Surgeons have to carry so much stuff. You are paged via your phone, so you can’t be without your phone. We also have to carry these things called loupes (or glasses with magnifying lenses on them like a jeweler’s). So if you’ve got that, your keys, a wallet, and a phone, it’s such a cluster. That’s why I have my phone and wallet combined. This phone case can fit my driver’s license, a credit card, and a $50 bill in it, so that gets rid of needing a wallet.
We academic brain surgeons are expected to write — it’s not just doing operations. We have to share what we found through the operations with the world.
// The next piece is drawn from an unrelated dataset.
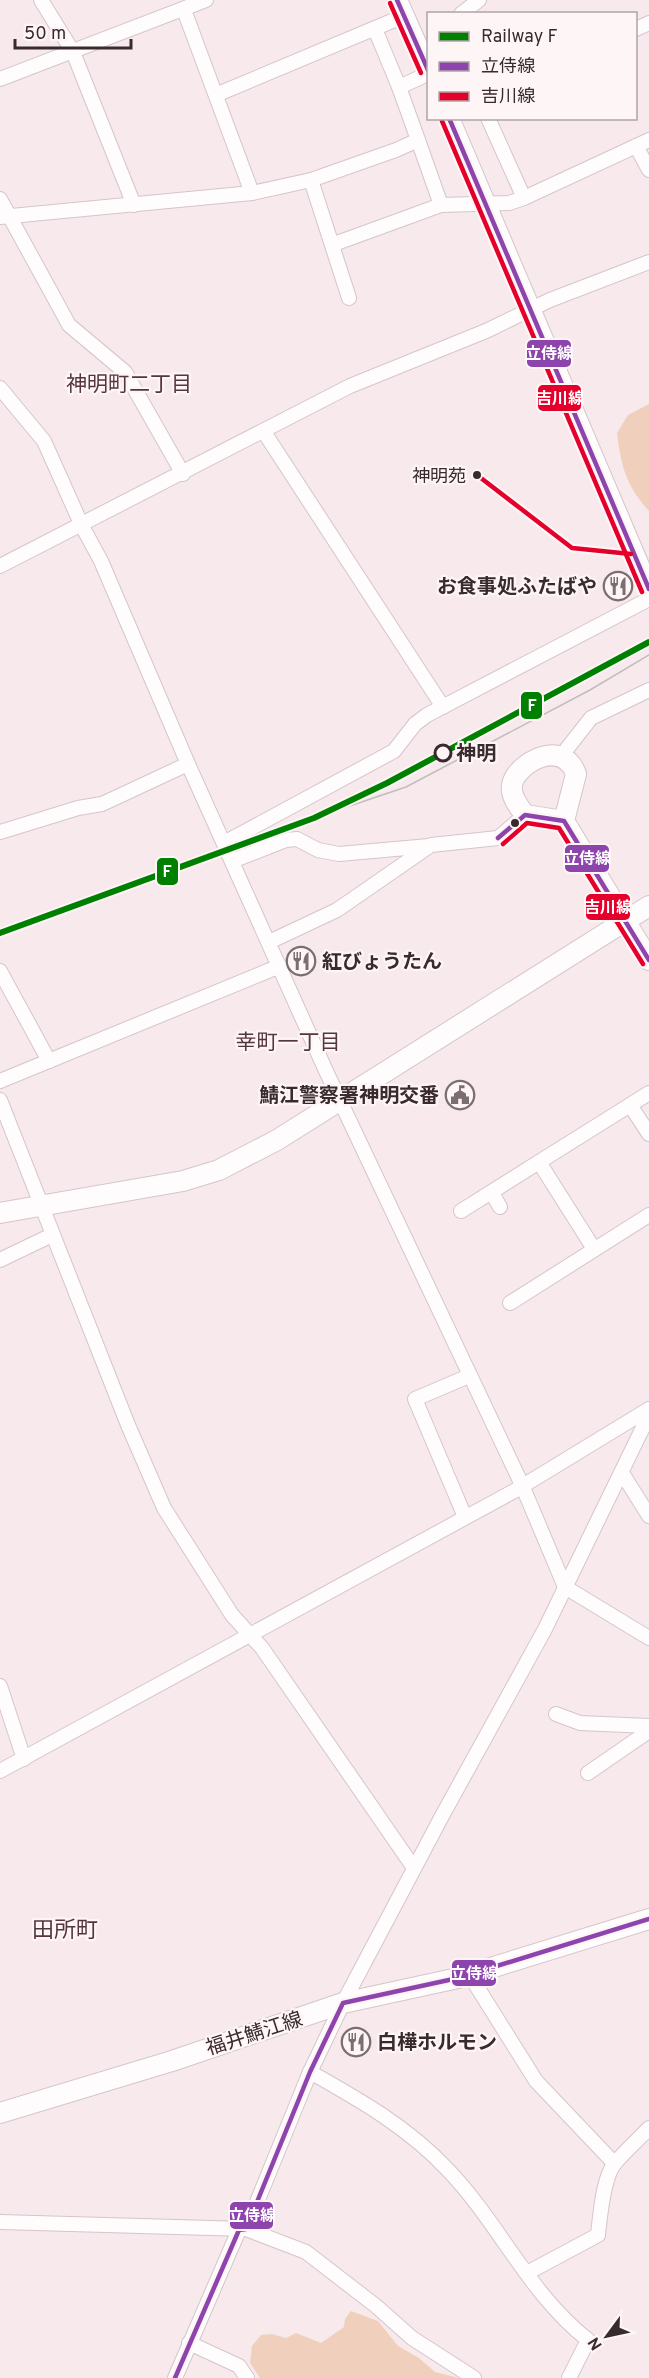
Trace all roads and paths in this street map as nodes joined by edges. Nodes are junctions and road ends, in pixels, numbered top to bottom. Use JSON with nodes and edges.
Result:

So we are very much on our laptops when we travel, and when we’re at home, for academic purposes. I love the MacBook [Pro] 13. It’s about the same weight as a MacBook Air. What’s great is it’s got the touch bar and Touch ID. We have to change our passwords almost every two months [for patient security], so to access patient data, my laptop has to be secured. With Touch ID, it’s just so easy. And the touch bar on top is great because I can have multiple screens and windows open and it lessens the clicking [back and forth].
Brain surgeons at academic universities cannot get promoted unless we have been invited to lectureships by other prominent academic universities. [As I mentioned], traveling is a key part of what we do to share information with the other university centers. In the last month and a half, I’ve been to London, Bogota, and Panama. This bag is the best because it looks better with wear, like distressed shoes. It’s got multiple compartments. The laptop fits in the front without it toppling forward. You have your blazer, pants, and white dress shirt in the back compartment, and then you have casual clothes in the slightly folded compartment. I don’t have to worry about security lines or if my luggage will be too big to fit in the overhead compartment.